Supplied data:
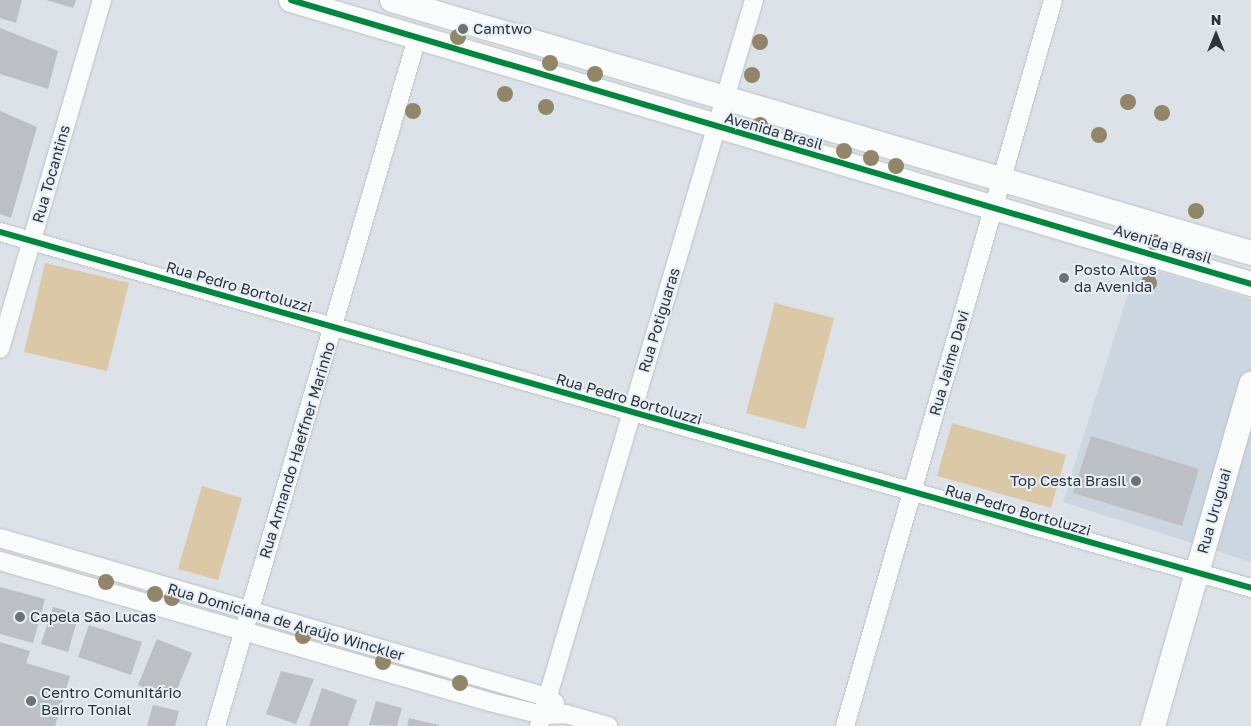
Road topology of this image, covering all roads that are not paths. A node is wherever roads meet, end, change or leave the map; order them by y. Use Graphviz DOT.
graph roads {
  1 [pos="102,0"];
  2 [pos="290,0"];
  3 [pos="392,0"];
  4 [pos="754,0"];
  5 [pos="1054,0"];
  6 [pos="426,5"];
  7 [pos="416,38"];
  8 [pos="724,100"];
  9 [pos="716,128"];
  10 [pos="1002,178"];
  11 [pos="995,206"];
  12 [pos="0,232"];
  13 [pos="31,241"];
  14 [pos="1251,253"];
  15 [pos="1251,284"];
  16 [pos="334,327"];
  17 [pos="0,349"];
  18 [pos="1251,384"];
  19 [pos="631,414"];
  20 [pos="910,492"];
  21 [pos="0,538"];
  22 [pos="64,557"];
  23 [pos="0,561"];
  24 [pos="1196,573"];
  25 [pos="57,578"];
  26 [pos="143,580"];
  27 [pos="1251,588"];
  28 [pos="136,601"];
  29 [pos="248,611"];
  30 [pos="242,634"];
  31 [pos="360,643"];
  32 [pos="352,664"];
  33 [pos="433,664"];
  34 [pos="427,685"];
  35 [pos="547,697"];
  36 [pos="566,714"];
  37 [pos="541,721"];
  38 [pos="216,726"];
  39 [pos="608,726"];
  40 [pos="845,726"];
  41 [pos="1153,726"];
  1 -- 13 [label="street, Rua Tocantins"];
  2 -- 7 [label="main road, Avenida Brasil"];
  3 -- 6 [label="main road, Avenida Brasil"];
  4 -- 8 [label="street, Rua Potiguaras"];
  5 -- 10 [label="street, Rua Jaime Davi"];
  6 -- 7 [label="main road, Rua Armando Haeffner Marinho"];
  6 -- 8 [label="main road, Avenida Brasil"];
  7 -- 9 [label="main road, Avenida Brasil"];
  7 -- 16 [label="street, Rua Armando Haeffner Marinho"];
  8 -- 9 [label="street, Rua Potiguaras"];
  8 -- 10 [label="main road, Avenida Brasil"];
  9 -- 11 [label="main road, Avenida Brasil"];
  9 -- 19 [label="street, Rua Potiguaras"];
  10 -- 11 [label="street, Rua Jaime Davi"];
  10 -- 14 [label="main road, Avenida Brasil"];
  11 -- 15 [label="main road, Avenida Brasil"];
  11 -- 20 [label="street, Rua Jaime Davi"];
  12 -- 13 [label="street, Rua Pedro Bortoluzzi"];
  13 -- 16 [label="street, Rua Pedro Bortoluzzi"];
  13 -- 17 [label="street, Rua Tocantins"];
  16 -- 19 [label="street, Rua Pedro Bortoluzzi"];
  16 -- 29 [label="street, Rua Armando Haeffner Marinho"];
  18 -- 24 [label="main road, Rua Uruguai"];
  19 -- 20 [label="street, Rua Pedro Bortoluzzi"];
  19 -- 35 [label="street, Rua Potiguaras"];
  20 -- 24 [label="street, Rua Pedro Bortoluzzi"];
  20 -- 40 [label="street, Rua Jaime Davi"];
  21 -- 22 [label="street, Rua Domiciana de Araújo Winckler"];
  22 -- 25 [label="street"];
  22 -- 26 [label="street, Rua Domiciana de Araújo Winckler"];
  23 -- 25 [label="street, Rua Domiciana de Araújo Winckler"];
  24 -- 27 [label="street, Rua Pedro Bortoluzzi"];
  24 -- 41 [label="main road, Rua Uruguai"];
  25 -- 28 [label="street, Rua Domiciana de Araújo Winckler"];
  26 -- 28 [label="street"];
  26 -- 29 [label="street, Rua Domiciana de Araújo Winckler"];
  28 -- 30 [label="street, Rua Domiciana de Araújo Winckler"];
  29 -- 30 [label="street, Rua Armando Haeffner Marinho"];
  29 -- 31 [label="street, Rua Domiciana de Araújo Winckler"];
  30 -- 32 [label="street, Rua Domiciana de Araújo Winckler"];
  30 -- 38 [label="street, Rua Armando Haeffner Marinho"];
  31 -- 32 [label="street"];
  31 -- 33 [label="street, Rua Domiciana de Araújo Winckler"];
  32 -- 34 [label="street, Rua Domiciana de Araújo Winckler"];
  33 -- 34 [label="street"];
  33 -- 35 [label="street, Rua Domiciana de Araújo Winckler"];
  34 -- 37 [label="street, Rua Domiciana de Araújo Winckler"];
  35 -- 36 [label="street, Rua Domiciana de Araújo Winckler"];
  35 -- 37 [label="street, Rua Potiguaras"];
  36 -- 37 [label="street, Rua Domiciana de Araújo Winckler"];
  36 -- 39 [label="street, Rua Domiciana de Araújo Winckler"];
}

Activity: Verbatim reproduction of every entry is needed, with the images left out.

Answer box:
Road topology of this image, covering all roads that are not paths. A node is wherever roads meet, end, change or leave the map; order them by y. Use Graphviz DOT.
graph roads {
  1 [pos="102,0"];
  2 [pos="290,0"];
  3 [pos="392,0"];
  4 [pos="754,0"];
  5 [pos="1054,0"];
  6 [pos="426,5"];
  7 [pos="416,38"];
  8 [pos="724,100"];
  9 [pos="716,128"];
  10 [pos="1002,178"];
  11 [pos="995,206"];
  12 [pos="0,232"];
  13 [pos="31,241"];
  14 [pos="1251,253"];
  15 [pos="1251,284"];
  16 [pos="334,327"];
  17 [pos="0,349"];
  18 [pos="1251,384"];
  19 [pos="631,414"];
  20 [pos="910,492"];
  21 [pos="0,538"];
  22 [pos="64,557"];
  23 [pos="0,561"];
  24 [pos="1196,573"];
  25 [pos="57,578"];
  26 [pos="143,580"];
  27 [pos="1251,588"];
  28 [pos="136,601"];
  29 [pos="248,611"];
  30 [pos="242,634"];
  31 [pos="360,643"];
  32 [pos="352,664"];
  33 [pos="433,664"];
  34 [pos="427,685"];
  35 [pos="547,697"];
  36 [pos="566,714"];
  37 [pos="541,721"];
  38 [pos="216,726"];
  39 [pos="608,726"];
  40 [pos="845,726"];
  41 [pos="1153,726"];
  1 -- 13 [label="street, Rua Tocantins"];
  2 -- 7 [label="main road, Avenida Brasil"];
  3 -- 6 [label="main road, Avenida Brasil"];
  4 -- 8 [label="street, Rua Potiguaras"];
  5 -- 10 [label="street, Rua Jaime Davi"];
  6 -- 7 [label="main road, Rua Armando Haeffner Marinho"];
  6 -- 8 [label="main road, Avenida Brasil"];
  7 -- 9 [label="main road, Avenida Brasil"];
  7 -- 16 [label="street, Rua Armando Haeffner Marinho"];
  8 -- 9 [label="street, Rua Potiguaras"];
  8 -- 10 [label="main road, Avenida Brasil"];
  9 -- 11 [label="main road, Avenida Brasil"];
  9 -- 19 [label="street, Rua Potiguaras"];
  10 -- 11 [label="street, Rua Jaime Davi"];
  10 -- 14 [label="main road, Avenida Brasil"];
  11 -- 15 [label="main road, Avenida Brasil"];
  11 -- 20 [label="street, Rua Jaime Davi"];
  12 -- 13 [label="street, Rua Pedro Bortoluzzi"];
  13 -- 16 [label="street, Rua Pedro Bortoluzzi"];
  13 -- 17 [label="street, Rua Tocantins"];
  16 -- 19 [label="street, Rua Pedro Bortoluzzi"];
  16 -- 29 [label="street, Rua Armando Haeffner Marinho"];
  18 -- 24 [label="main road, Rua Uruguai"];
  19 -- 20 [label="street, Rua Pedro Bortoluzzi"];
  19 -- 35 [label="street, Rua Potiguaras"];
  20 -- 24 [label="street, Rua Pedro Bortoluzzi"];
  20 -- 40 [label="street, Rua Jaime Davi"];
  21 -- 22 [label="street, Rua Domiciana de Araújo Winckler"];
  22 -- 25 [label="street"];
  22 -- 26 [label="street, Rua Domiciana de Araújo Winckler"];
  23 -- 25 [label="street, Rua Domiciana de Araújo Winckler"];
  24 -- 27 [label="street, Rua Pedro Bortoluzzi"];
  24 -- 41 [label="main road, Rua Uruguai"];
  25 -- 28 [label="street, Rua Domiciana de Araújo Winckler"];
  26 -- 28 [label="street"];
  26 -- 29 [label="street, Rua Domiciana de Araújo Winckler"];
  28 -- 30 [label="street, Rua Domiciana de Araújo Winckler"];
  29 -- 30 [label="street, Rua Armando Haeffner Marinho"];
  29 -- 31 [label="street, Rua Domiciana de Araújo Winckler"];
  30 -- 32 [label="street, Rua Domiciana de Araújo Winckler"];
  30 -- 38 [label="street, Rua Armando Haeffner Marinho"];
  31 -- 32 [label="street"];
  31 -- 33 [label="street, Rua Domiciana de Araújo Winckler"];
  32 -- 34 [label="street, Rua Domiciana de Araújo Winckler"];
  33 -- 34 [label="street"];
  33 -- 35 [label="street, Rua Domiciana de Araújo Winckler"];
  34 -- 37 [label="street, Rua Domiciana de Araújo Winckler"];
  35 -- 36 [label="street, Rua Domiciana de Araújo Winckler"];
  35 -- 37 [label="street, Rua Potiguaras"];
  36 -- 37 [label="street, Rua Domiciana de Araújo Winckler"];
  36 -- 39 [label="street, Rua Domiciana de Araújo Winckler"];
}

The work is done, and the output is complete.